++++ Record set ++++

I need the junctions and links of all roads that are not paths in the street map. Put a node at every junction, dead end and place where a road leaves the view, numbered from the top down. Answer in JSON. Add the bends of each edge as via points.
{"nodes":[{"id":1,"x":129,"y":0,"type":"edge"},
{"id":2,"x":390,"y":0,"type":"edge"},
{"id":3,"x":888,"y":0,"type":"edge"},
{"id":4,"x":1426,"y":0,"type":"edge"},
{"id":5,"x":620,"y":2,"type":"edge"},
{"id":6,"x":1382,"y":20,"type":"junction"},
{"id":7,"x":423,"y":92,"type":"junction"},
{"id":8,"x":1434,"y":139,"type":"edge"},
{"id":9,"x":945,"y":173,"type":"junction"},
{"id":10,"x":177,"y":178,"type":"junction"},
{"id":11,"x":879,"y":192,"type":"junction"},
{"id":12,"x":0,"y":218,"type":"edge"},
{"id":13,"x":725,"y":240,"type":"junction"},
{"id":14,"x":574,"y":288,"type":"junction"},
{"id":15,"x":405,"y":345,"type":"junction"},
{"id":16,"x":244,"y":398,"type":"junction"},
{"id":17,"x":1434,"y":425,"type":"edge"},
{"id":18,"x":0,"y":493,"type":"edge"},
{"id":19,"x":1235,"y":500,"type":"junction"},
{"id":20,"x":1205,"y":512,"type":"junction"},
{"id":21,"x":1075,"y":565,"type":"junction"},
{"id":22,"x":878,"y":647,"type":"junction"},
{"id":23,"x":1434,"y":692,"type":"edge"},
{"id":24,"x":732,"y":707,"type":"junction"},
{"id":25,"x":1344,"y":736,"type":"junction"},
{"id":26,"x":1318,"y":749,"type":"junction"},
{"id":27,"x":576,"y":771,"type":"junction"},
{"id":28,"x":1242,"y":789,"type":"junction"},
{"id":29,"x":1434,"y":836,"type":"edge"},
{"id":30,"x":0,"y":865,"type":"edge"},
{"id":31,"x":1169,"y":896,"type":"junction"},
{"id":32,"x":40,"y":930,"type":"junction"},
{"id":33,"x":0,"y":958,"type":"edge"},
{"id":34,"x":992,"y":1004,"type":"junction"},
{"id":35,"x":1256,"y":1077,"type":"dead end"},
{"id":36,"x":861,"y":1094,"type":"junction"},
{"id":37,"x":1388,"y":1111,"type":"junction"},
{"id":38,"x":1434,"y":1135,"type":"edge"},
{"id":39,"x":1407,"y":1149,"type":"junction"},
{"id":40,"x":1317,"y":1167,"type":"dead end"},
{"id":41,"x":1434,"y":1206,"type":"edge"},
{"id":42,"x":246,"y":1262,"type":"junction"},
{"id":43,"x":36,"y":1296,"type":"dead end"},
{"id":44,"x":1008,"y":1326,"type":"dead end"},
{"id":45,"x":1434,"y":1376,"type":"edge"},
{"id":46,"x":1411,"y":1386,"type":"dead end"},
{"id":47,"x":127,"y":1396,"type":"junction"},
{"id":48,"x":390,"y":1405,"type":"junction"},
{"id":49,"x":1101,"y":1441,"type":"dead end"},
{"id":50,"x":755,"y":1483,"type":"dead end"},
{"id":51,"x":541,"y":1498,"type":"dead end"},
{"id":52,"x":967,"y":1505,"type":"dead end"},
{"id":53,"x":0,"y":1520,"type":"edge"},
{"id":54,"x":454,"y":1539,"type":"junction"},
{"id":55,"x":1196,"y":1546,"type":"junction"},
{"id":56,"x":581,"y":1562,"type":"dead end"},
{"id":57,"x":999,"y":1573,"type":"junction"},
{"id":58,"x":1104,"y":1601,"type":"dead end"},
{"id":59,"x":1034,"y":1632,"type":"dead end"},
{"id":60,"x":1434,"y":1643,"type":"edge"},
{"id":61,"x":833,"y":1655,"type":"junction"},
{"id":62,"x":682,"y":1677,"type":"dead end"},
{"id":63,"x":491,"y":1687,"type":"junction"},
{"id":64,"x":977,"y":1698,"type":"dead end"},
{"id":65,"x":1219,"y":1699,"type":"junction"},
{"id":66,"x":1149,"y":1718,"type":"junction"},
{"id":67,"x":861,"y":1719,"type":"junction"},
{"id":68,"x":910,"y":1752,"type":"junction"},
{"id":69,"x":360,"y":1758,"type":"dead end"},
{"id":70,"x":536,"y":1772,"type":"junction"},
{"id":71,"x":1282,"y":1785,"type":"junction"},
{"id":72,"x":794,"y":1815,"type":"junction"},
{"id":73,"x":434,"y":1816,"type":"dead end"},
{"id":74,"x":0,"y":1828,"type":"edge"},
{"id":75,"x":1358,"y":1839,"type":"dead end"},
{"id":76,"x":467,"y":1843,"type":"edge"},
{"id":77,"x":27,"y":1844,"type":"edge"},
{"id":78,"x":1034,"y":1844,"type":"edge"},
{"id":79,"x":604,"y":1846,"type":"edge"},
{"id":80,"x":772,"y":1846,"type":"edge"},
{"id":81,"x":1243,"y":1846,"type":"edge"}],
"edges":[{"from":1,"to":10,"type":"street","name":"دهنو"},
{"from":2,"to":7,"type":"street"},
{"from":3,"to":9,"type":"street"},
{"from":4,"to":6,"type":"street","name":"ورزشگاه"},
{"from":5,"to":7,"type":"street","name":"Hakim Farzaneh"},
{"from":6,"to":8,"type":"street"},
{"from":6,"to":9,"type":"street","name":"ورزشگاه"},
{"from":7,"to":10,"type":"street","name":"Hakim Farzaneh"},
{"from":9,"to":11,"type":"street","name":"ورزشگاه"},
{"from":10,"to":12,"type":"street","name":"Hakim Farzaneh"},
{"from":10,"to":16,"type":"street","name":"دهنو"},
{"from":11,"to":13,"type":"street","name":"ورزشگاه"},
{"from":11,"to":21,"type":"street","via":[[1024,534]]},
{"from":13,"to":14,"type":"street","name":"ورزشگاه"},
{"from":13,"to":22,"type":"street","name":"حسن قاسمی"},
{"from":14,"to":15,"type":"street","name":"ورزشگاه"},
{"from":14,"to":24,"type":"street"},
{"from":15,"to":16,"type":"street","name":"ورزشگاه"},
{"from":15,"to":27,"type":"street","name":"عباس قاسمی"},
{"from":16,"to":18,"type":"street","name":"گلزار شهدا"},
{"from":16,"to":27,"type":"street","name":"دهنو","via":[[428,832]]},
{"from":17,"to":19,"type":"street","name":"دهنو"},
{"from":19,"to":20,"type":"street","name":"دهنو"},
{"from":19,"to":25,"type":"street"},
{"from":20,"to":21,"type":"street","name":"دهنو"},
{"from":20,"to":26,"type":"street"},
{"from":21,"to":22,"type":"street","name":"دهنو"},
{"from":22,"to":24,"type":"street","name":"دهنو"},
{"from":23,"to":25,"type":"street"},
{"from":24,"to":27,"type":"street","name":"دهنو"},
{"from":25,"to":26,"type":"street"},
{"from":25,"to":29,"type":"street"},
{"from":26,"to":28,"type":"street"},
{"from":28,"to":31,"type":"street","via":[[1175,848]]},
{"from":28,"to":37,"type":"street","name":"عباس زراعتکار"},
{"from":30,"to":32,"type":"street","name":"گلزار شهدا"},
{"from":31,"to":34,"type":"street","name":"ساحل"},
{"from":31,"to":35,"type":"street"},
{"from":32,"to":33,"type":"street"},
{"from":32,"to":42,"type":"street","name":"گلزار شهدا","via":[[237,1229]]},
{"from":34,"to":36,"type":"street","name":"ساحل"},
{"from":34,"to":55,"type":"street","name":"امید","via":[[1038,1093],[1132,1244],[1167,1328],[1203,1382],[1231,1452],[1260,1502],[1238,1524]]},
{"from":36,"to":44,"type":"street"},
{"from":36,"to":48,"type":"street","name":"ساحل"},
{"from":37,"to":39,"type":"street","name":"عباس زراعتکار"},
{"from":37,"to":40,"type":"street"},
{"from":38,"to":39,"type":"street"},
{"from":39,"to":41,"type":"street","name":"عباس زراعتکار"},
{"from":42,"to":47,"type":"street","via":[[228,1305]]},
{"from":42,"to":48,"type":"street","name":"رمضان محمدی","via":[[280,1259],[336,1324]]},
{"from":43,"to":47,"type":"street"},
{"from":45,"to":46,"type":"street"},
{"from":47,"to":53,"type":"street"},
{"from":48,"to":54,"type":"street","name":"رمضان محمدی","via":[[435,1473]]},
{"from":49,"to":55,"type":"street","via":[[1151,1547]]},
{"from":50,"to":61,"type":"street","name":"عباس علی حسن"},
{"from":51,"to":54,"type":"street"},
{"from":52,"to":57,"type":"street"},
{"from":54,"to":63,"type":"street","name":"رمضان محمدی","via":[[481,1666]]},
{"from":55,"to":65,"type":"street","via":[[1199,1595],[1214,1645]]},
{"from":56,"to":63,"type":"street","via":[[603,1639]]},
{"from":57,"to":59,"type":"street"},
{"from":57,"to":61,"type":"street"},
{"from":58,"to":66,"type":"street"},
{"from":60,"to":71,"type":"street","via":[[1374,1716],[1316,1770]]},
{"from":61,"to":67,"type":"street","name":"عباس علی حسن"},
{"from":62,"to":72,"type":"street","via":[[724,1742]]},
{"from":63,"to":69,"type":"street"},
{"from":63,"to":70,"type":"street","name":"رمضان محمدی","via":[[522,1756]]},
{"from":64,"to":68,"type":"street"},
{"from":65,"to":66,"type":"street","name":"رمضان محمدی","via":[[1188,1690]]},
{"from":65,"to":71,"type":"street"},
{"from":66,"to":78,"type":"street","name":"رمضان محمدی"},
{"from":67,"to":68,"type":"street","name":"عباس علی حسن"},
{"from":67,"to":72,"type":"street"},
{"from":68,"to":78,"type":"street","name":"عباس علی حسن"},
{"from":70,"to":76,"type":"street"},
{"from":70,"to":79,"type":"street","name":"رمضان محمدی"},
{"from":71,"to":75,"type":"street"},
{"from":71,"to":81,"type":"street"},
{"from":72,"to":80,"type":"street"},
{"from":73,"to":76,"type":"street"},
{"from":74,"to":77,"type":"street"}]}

++++

▶ [Task objective]
A single number, please: how many lines in the data above contain the string "ساحل"?

▶ [Response to the exercise]
3